**REQUIRED ACTION**. What's needed is a full, exact retyping of the records.

(RECORDS TO USE begins)

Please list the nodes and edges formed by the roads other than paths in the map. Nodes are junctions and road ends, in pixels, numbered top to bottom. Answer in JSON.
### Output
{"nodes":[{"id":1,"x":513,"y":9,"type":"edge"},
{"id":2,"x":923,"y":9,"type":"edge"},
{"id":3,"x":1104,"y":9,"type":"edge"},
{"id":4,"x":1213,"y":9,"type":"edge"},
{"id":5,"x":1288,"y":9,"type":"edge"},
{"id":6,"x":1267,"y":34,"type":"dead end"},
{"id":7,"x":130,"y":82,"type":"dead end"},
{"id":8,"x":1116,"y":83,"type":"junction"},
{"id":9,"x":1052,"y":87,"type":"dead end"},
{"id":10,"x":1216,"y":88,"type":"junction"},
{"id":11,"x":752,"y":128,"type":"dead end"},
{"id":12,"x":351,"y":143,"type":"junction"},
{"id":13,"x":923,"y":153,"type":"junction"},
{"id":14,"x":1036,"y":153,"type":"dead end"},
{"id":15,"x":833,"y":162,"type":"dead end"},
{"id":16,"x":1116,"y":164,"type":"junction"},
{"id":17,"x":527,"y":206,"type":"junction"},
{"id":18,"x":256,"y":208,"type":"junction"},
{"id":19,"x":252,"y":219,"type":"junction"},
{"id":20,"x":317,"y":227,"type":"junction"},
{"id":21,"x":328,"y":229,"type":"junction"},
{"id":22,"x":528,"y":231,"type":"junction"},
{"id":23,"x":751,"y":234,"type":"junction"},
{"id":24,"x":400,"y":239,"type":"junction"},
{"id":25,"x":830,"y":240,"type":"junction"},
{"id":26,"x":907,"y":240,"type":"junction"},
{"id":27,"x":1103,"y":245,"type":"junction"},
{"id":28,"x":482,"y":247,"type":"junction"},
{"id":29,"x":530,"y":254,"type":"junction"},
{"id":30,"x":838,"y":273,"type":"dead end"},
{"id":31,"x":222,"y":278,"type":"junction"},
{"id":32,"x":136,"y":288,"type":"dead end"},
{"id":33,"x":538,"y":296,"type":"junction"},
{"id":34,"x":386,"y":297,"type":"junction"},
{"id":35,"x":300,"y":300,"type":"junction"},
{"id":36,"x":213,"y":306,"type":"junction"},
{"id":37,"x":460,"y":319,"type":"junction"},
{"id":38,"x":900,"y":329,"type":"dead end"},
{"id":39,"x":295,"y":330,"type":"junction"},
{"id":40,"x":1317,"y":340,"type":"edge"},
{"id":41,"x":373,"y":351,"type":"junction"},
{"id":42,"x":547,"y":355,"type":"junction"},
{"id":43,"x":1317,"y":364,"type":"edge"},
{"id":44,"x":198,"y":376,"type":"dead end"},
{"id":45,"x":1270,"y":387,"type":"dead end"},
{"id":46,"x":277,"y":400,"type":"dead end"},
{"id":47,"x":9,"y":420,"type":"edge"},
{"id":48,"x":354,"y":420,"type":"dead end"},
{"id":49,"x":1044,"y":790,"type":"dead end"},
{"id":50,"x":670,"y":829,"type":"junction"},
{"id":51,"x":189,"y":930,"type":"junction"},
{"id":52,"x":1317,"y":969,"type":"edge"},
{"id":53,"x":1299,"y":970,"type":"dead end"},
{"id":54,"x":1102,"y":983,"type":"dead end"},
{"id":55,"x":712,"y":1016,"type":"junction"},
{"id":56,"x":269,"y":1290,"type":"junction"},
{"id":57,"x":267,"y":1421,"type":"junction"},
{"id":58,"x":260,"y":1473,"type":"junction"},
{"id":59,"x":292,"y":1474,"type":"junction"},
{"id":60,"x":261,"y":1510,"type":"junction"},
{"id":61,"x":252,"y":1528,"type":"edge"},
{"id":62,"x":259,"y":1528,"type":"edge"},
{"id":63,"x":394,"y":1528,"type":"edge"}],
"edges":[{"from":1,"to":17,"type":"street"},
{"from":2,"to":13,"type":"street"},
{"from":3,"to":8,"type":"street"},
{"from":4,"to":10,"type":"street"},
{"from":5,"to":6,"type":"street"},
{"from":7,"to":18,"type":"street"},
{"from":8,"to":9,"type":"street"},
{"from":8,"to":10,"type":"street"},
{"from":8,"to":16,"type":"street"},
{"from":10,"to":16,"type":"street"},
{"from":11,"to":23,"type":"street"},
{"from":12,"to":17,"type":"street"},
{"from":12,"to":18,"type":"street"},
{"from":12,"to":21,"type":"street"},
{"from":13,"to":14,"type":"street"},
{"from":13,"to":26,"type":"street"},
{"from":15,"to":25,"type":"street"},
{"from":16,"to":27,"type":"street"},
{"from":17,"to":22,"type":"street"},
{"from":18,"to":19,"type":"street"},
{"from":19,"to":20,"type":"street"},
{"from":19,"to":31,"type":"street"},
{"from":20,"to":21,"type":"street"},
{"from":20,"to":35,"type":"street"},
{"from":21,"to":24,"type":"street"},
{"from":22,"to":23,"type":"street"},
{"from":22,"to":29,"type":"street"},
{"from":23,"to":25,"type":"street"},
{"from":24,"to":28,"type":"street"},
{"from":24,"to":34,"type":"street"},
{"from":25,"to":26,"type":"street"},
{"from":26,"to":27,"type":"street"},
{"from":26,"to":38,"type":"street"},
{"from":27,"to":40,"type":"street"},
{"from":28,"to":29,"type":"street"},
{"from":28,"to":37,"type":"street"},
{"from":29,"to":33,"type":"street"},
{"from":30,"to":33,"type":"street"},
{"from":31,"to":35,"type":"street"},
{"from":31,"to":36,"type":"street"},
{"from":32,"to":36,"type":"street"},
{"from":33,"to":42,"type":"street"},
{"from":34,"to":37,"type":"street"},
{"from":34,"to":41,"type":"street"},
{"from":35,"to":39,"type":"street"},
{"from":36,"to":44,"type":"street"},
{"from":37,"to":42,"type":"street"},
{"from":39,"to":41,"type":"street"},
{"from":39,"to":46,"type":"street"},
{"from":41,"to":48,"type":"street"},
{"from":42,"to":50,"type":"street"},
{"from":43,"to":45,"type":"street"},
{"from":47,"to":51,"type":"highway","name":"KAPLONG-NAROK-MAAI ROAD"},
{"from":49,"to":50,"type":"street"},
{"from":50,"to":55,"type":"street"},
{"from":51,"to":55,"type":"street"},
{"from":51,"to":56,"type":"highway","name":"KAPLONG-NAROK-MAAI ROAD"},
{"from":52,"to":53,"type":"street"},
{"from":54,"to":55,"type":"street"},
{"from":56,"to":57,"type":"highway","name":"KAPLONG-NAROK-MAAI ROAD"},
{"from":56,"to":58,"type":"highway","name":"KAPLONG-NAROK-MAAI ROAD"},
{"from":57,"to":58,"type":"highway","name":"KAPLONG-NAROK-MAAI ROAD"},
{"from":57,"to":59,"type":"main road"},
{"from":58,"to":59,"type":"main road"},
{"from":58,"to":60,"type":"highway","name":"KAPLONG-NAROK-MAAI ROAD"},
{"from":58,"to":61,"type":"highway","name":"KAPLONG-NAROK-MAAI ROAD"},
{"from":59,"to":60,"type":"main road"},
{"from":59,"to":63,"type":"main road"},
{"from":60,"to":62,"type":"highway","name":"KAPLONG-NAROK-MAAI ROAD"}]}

(RECORDS TO USE ends)

**TASK RESPONSE**.
Please list the nodes and edges formed by the roads other than paths in the map. Nodes are junctions and road ends, in pixels, numbered top to bottom. Answer in JSON.
### Output
{"nodes":[{"id":1,"x":513,"y":9,"type":"edge"},
{"id":2,"x":923,"y":9,"type":"edge"},
{"id":3,"x":1104,"y":9,"type":"edge"},
{"id":4,"x":1213,"y":9,"type":"edge"},
{"id":5,"x":1288,"y":9,"type":"edge"},
{"id":6,"x":1267,"y":34,"type":"dead end"},
{"id":7,"x":130,"y":82,"type":"dead end"},
{"id":8,"x":1116,"y":83,"type":"junction"},
{"id":9,"x":1052,"y":87,"type":"dead end"},
{"id":10,"x":1216,"y":88,"type":"junction"},
{"id":11,"x":752,"y":128,"type":"dead end"},
{"id":12,"x":351,"y":143,"type":"junction"},
{"id":13,"x":923,"y":153,"type":"junction"},
{"id":14,"x":1036,"y":153,"type":"dead end"},
{"id":15,"x":833,"y":162,"type":"dead end"},
{"id":16,"x":1116,"y":164,"type":"junction"},
{"id":17,"x":527,"y":206,"type":"junction"},
{"id":18,"x":256,"y":208,"type":"junction"},
{"id":19,"x":252,"y":219,"type":"junction"},
{"id":20,"x":317,"y":227,"type":"junction"},
{"id":21,"x":328,"y":229,"type":"junction"},
{"id":22,"x":528,"y":231,"type":"junction"},
{"id":23,"x":751,"y":234,"type":"junction"},
{"id":24,"x":400,"y":239,"type":"junction"},
{"id":25,"x":830,"y":240,"type":"junction"},
{"id":26,"x":907,"y":240,"type":"junction"},
{"id":27,"x":1103,"y":245,"type":"junction"},
{"id":28,"x":482,"y":247,"type":"junction"},
{"id":29,"x":530,"y":254,"type":"junction"},
{"id":30,"x":838,"y":273,"type":"dead end"},
{"id":31,"x":222,"y":278,"type":"junction"},
{"id":32,"x":136,"y":288,"type":"dead end"},
{"id":33,"x":538,"y":296,"type":"junction"},
{"id":34,"x":386,"y":297,"type":"junction"},
{"id":35,"x":300,"y":300,"type":"junction"},
{"id":36,"x":213,"y":306,"type":"junction"},
{"id":37,"x":460,"y":319,"type":"junction"},
{"id":38,"x":900,"y":329,"type":"dead end"},
{"id":39,"x":295,"y":330,"type":"junction"},
{"id":40,"x":1317,"y":340,"type":"edge"},
{"id":41,"x":373,"y":351,"type":"junction"},
{"id":42,"x":547,"y":355,"type":"junction"},
{"id":43,"x":1317,"y":364,"type":"edge"},
{"id":44,"x":198,"y":376,"type":"dead end"},
{"id":45,"x":1270,"y":387,"type":"dead end"},
{"id":46,"x":277,"y":400,"type":"dead end"},
{"id":47,"x":9,"y":420,"type":"edge"},
{"id":48,"x":354,"y":420,"type":"dead end"},
{"id":49,"x":1044,"y":790,"type":"dead end"},
{"id":50,"x":670,"y":829,"type":"junction"},
{"id":51,"x":189,"y":930,"type":"junction"},
{"id":52,"x":1317,"y":969,"type":"edge"},
{"id":53,"x":1299,"y":970,"type":"dead end"},
{"id":54,"x":1102,"y":983,"type":"dead end"},
{"id":55,"x":712,"y":1016,"type":"junction"},
{"id":56,"x":269,"y":1290,"type":"junction"},
{"id":57,"x":267,"y":1421,"type":"junction"},
{"id":58,"x":260,"y":1473,"type":"junction"},
{"id":59,"x":292,"y":1474,"type":"junction"},
{"id":60,"x":261,"y":1510,"type":"junction"},
{"id":61,"x":252,"y":1528,"type":"edge"},
{"id":62,"x":259,"y":1528,"type":"edge"},
{"id":63,"x":394,"y":1528,"type":"edge"}],
"edges":[{"from":1,"to":17,"type":"street"},
{"from":2,"to":13,"type":"street"},
{"from":3,"to":8,"type":"street"},
{"from":4,"to":10,"type":"street"},
{"from":5,"to":6,"type":"street"},
{"from":7,"to":18,"type":"street"},
{"from":8,"to":9,"type":"street"},
{"from":8,"to":10,"type":"street"},
{"from":8,"to":16,"type":"street"},
{"from":10,"to":16,"type":"street"},
{"from":11,"to":23,"type":"street"},
{"from":12,"to":17,"type":"street"},
{"from":12,"to":18,"type":"street"},
{"from":12,"to":21,"type":"street"},
{"from":13,"to":14,"type":"street"},
{"from":13,"to":26,"type":"street"},
{"from":15,"to":25,"type":"street"},
{"from":16,"to":27,"type":"street"},
{"from":17,"to":22,"type":"street"},
{"from":18,"to":19,"type":"street"},
{"from":19,"to":20,"type":"street"},
{"from":19,"to":31,"type":"street"},
{"from":20,"to":21,"type":"street"},
{"from":20,"to":35,"type":"street"},
{"from":21,"to":24,"type":"street"},
{"from":22,"to":23,"type":"street"},
{"from":22,"to":29,"type":"street"},
{"from":23,"to":25,"type":"street"},
{"from":24,"to":28,"type":"street"},
{"from":24,"to":34,"type":"street"},
{"from":25,"to":26,"type":"street"},
{"from":26,"to":27,"type":"street"},
{"from":26,"to":38,"type":"street"},
{"from":27,"to":40,"type":"street"},
{"from":28,"to":29,"type":"street"},
{"from":28,"to":37,"type":"street"},
{"from":29,"to":33,"type":"street"},
{"from":30,"to":33,"type":"street"},
{"from":31,"to":35,"type":"street"},
{"from":31,"to":36,"type":"street"},
{"from":32,"to":36,"type":"street"},
{"from":33,"to":42,"type":"street"},
{"from":34,"to":37,"type":"street"},
{"from":34,"to":41,"type":"street"},
{"from":35,"to":39,"type":"street"},
{"from":36,"to":44,"type":"street"},
{"from":37,"to":42,"type":"street"},
{"from":39,"to":41,"type":"street"},
{"from":39,"to":46,"type":"street"},
{"from":41,"to":48,"type":"street"},
{"from":42,"to":50,"type":"street"},
{"from":43,"to":45,"type":"street"},
{"from":47,"to":51,"type":"highway","name":"KAPLONG-NAROK-MAAI ROAD"},
{"from":49,"to":50,"type":"street"},
{"from":50,"to":55,"type":"street"},
{"from":51,"to":55,"type":"street"},
{"from":51,"to":56,"type":"highway","name":"KAPLONG-NAROK-MAAI ROAD"},
{"from":52,"to":53,"type":"street"},
{"from":54,"to":55,"type":"street"},
{"from":56,"to":57,"type":"highway","name":"KAPLONG-NAROK-MAAI ROAD"},
{"from":56,"to":58,"type":"highway","name":"KAPLONG-NAROK-MAAI ROAD"},
{"from":57,"to":58,"type":"highway","name":"KAPLONG-NAROK-MAAI ROAD"},
{"from":57,"to":59,"type":"main road"},
{"from":58,"to":59,"type":"main road"},
{"from":58,"to":60,"type":"highway","name":"KAPLONG-NAROK-MAAI ROAD"},
{"from":58,"to":61,"type":"highway","name":"KAPLONG-NAROK-MAAI ROAD"},
{"from":59,"to":60,"type":"main road"},
{"from":59,"to":63,"type":"main road"},
{"from":60,"to":62,"type":"highway","name":"KAPLONG-NAROK-MAAI ROAD"}]}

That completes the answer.